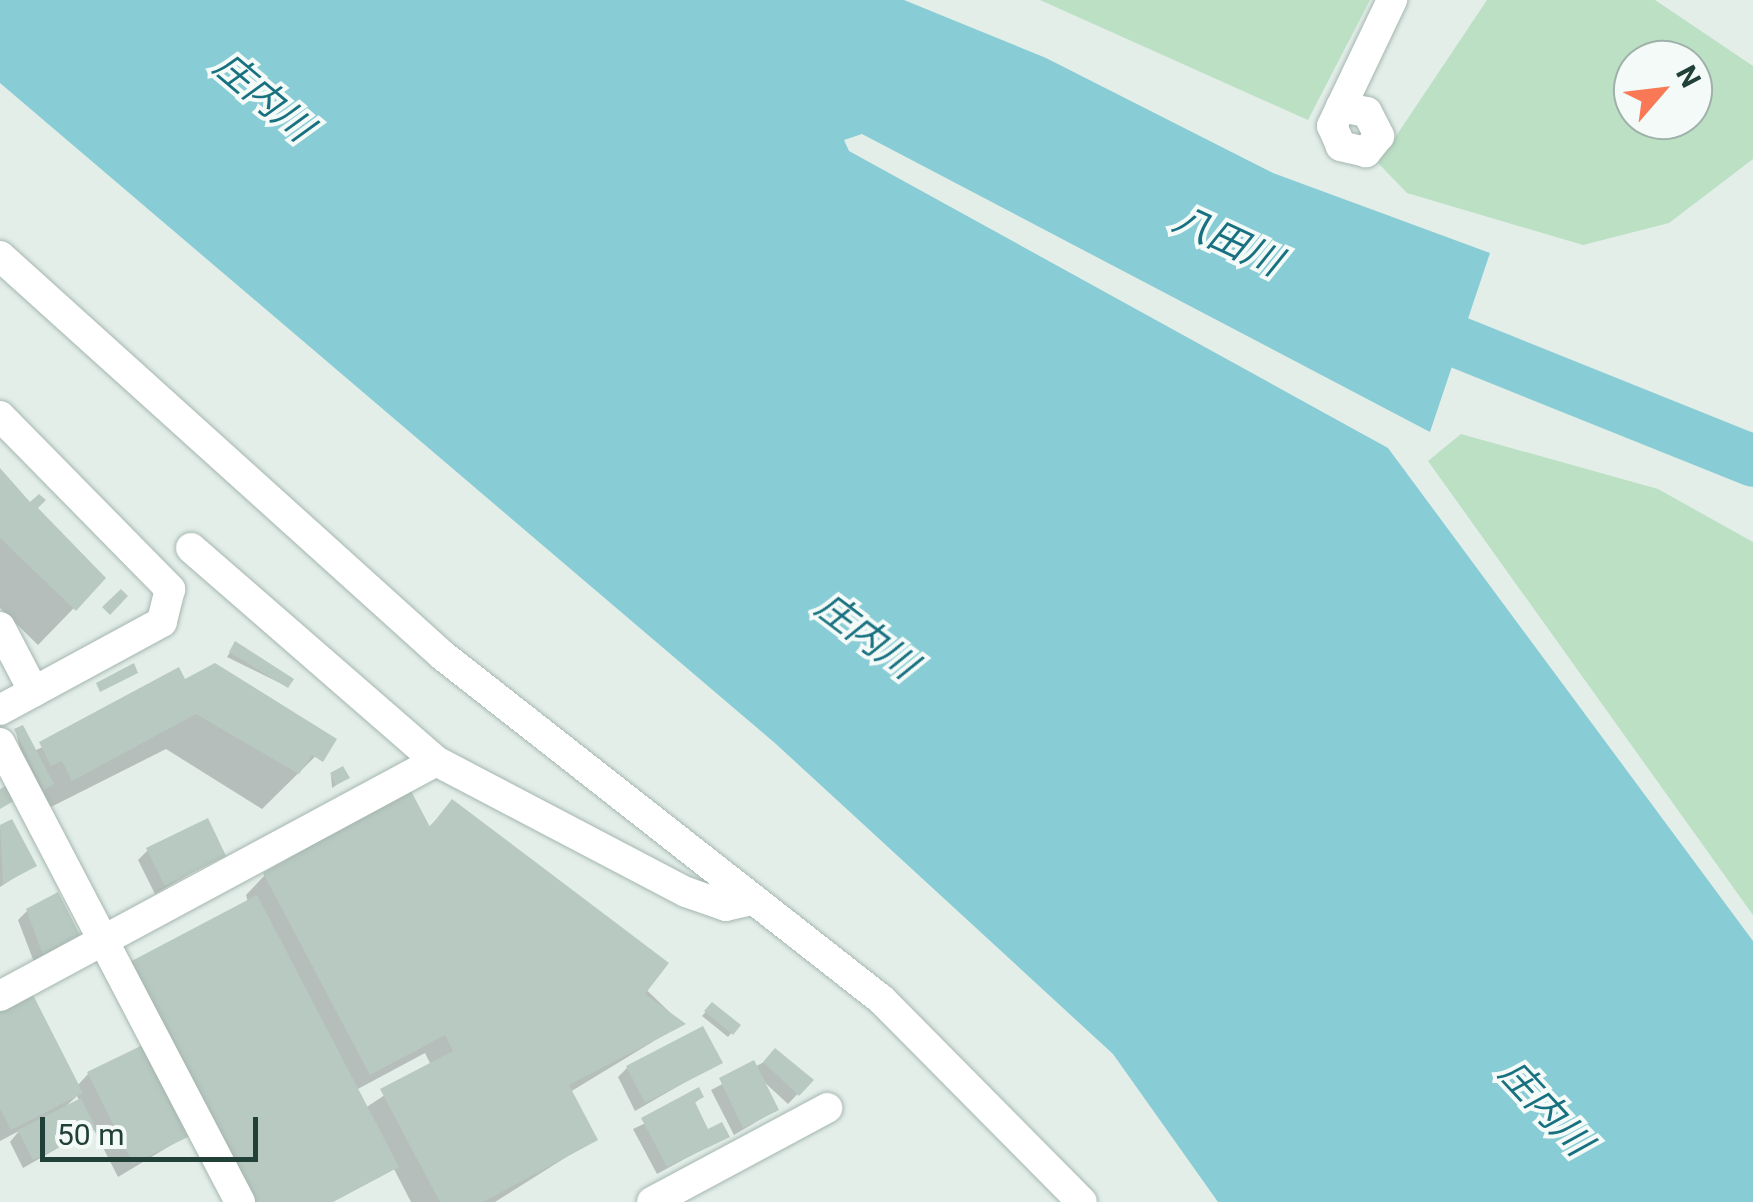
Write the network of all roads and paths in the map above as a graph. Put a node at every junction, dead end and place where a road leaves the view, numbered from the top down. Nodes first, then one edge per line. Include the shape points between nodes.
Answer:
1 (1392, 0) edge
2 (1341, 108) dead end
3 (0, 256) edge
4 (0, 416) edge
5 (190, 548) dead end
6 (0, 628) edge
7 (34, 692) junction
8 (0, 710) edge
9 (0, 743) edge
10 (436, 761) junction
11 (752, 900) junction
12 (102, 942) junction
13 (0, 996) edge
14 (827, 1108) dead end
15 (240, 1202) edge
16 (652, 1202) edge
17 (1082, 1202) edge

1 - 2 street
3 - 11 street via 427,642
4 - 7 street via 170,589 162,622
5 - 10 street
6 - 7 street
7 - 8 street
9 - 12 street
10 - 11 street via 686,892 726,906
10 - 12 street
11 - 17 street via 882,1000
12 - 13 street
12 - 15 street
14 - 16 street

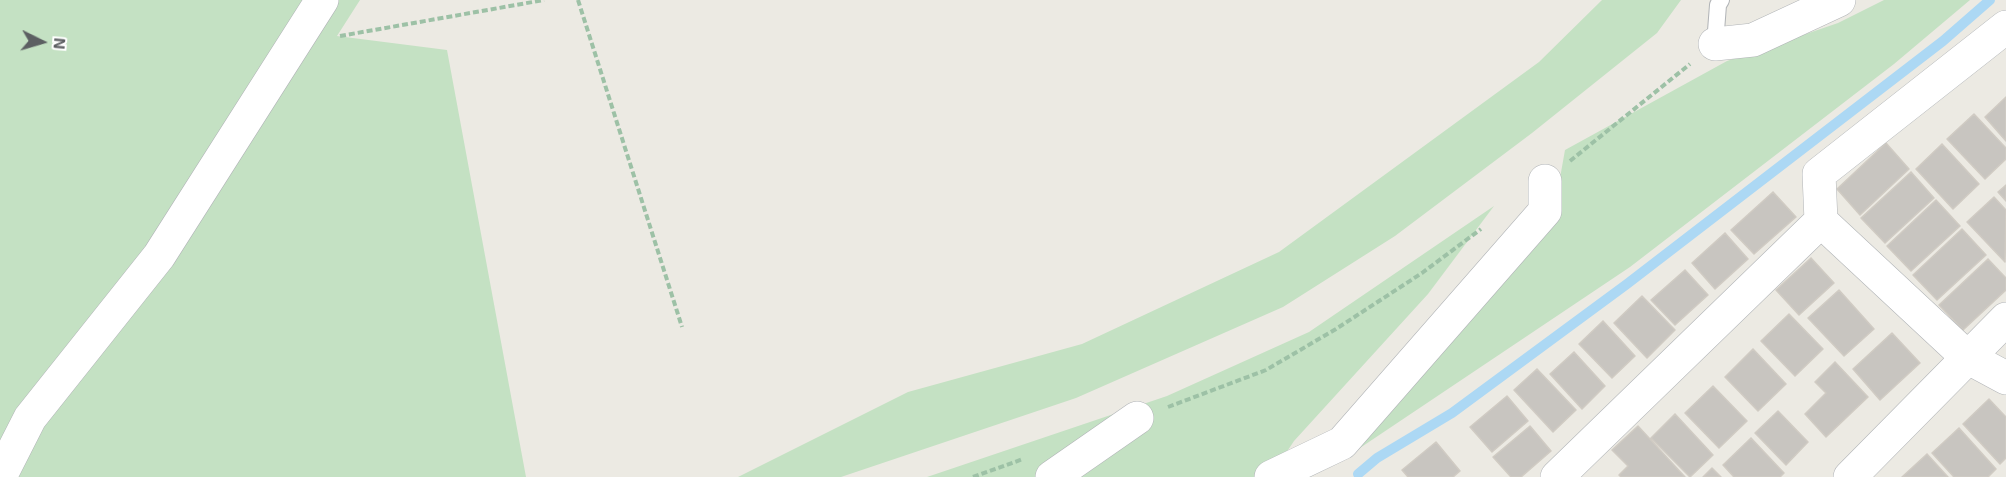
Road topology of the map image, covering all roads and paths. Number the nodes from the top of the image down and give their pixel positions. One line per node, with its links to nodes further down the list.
────────────────
* **Problem requirements**
Each entry must be retyped word for word, with every image omitted.

* **Finished task**
Write the network of all roads and paths in the map above as a graph. Put a node at every junction, dead end and place where a road leaves the view, numbered from the top down. Nodes first, then one edge per line. Include the shape points between nodes.
Answer:
1 (1392, 0) edge
2 (1341, 108) dead end
3 (0, 256) edge
4 (0, 416) edge
5 (190, 548) dead end
6 (0, 628) edge
7 (34, 692) junction
8 (0, 710) edge
9 (0, 743) edge
10 (436, 761) junction
11 (752, 900) junction
12 (102, 942) junction
13 (0, 996) edge
14 (827, 1108) dead end
15 (240, 1202) edge
16 (652, 1202) edge
17 (1082, 1202) edge

1 - 2 street
3 - 11 street via 427,642
4 - 7 street via 170,589 162,622
5 - 10 street
6 - 7 street
7 - 8 street
9 - 12 street
10 - 11 street via 686,892 726,906
10 - 12 street
11 - 17 street via 882,1000
12 - 13 street
12 - 15 street
14 - 16 street

Road topology of the map image, covering all roads and paths. Number the nodes from the top of the image down and give their pixel positions. One line per node, with its links to nodes further down the list.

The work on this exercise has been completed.